Search for the word "edges" in the entries. Each line that holds it should be copied.

Provided records:
____

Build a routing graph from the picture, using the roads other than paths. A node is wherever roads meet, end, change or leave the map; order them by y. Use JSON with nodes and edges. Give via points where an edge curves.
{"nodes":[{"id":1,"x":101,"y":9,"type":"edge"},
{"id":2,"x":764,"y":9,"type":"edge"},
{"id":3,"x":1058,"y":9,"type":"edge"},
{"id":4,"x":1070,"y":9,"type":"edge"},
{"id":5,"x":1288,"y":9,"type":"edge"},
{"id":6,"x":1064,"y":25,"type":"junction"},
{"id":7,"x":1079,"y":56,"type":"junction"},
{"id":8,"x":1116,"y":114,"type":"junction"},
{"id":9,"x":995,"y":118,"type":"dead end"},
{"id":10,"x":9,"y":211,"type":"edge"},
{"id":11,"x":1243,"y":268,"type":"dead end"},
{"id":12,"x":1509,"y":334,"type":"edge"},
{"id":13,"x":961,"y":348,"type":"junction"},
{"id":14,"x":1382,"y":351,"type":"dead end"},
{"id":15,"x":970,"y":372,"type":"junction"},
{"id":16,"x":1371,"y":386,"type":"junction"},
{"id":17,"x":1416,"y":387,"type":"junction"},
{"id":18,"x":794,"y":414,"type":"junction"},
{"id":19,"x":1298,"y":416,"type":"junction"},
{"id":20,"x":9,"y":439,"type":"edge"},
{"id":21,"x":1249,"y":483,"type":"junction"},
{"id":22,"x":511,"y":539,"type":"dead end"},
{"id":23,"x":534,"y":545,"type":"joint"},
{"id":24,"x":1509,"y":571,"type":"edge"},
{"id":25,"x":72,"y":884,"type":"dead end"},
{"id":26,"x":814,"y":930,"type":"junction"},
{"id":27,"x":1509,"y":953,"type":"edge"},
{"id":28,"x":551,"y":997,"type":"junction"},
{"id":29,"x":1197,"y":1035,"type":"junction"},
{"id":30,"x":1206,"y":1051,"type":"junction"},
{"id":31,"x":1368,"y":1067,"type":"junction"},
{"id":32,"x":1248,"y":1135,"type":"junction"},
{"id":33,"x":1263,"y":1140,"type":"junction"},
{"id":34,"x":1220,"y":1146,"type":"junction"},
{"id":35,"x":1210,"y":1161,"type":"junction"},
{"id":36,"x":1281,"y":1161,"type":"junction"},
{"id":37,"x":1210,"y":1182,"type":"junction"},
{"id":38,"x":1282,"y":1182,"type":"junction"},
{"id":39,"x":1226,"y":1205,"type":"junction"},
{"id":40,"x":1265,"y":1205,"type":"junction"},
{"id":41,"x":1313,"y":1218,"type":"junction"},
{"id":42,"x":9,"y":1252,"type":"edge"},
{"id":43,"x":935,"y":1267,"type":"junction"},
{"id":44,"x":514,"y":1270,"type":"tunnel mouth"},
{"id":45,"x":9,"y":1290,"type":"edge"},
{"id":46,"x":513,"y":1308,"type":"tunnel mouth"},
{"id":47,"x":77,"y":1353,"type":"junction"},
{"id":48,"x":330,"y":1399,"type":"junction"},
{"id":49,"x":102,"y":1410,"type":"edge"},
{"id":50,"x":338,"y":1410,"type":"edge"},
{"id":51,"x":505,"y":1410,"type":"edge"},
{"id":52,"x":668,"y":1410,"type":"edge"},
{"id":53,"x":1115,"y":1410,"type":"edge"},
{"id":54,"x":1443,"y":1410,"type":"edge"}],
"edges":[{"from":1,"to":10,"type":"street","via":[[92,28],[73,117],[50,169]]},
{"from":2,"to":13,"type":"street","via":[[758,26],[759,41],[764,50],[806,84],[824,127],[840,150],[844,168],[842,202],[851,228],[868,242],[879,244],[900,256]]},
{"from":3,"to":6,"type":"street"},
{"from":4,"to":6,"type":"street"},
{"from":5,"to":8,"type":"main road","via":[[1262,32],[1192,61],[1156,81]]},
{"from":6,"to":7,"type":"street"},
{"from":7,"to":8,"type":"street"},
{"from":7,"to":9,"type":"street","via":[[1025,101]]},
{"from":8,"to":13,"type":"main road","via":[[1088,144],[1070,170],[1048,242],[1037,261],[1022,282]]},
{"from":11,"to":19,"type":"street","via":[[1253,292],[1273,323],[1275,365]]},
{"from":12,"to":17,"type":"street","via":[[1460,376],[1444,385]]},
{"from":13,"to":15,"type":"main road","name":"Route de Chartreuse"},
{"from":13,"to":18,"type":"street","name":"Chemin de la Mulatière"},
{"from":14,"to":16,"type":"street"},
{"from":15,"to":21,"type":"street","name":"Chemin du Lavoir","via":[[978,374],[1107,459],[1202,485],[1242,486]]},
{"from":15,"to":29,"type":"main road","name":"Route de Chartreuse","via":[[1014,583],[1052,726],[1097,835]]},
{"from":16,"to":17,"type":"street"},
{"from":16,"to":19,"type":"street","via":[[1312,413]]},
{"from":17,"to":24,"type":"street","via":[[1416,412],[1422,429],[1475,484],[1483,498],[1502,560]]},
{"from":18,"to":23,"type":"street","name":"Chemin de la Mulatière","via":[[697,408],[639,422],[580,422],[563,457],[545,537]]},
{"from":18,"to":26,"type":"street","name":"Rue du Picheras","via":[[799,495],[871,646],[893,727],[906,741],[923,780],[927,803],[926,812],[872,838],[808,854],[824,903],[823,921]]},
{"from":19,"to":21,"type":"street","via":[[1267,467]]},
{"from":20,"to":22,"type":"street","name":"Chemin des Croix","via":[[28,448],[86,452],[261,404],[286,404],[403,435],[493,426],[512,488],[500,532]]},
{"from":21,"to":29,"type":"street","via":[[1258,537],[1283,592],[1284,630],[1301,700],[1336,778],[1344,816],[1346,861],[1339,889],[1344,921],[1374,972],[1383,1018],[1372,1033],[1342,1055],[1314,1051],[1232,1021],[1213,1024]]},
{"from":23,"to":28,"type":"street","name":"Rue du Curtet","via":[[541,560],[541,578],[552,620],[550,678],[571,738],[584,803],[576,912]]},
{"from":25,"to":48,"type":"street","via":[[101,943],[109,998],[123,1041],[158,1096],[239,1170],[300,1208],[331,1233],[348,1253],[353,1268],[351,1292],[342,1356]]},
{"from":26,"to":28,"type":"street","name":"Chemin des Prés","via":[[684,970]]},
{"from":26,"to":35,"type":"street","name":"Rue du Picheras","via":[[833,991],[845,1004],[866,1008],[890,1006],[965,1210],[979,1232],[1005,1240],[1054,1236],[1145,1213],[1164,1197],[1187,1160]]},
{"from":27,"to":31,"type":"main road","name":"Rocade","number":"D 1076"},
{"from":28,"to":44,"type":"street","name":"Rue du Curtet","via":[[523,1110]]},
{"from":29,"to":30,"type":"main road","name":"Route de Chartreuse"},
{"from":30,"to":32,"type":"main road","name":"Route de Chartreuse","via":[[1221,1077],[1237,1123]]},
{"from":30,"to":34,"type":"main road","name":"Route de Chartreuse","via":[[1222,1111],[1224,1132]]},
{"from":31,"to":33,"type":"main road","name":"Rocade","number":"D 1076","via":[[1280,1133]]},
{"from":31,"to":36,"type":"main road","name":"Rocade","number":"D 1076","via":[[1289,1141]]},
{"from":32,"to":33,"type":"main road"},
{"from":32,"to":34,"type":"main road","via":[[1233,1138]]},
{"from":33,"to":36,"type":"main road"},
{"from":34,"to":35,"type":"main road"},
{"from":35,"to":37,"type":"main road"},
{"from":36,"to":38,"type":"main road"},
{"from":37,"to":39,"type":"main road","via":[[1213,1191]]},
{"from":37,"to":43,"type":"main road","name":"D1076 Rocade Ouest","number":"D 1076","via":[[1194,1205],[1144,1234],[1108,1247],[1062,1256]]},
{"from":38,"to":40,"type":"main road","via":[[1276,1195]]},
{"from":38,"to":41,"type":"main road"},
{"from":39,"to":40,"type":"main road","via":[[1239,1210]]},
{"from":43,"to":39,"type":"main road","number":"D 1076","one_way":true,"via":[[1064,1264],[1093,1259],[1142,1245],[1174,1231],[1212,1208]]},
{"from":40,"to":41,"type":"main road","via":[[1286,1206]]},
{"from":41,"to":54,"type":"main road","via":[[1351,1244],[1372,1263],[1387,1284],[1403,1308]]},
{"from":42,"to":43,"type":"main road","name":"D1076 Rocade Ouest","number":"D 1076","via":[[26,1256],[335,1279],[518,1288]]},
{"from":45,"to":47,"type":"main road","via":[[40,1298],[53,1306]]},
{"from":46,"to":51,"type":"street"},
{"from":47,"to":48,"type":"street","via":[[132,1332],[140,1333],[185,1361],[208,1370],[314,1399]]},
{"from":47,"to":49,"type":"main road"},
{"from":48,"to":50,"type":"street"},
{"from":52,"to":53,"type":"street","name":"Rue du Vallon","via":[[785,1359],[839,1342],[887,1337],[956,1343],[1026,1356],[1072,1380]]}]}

____

Response:
Build a routing graph from the picture, using the roads other than paths. A node is wherever roads meet, end, change or leave the map; order them by y. Use JSON with nodes and edges. Give via points where an edge curves.
"edges":[{"from":1,"to":10,"type":"street","via":[[92,28],[73,117],[50,169]]},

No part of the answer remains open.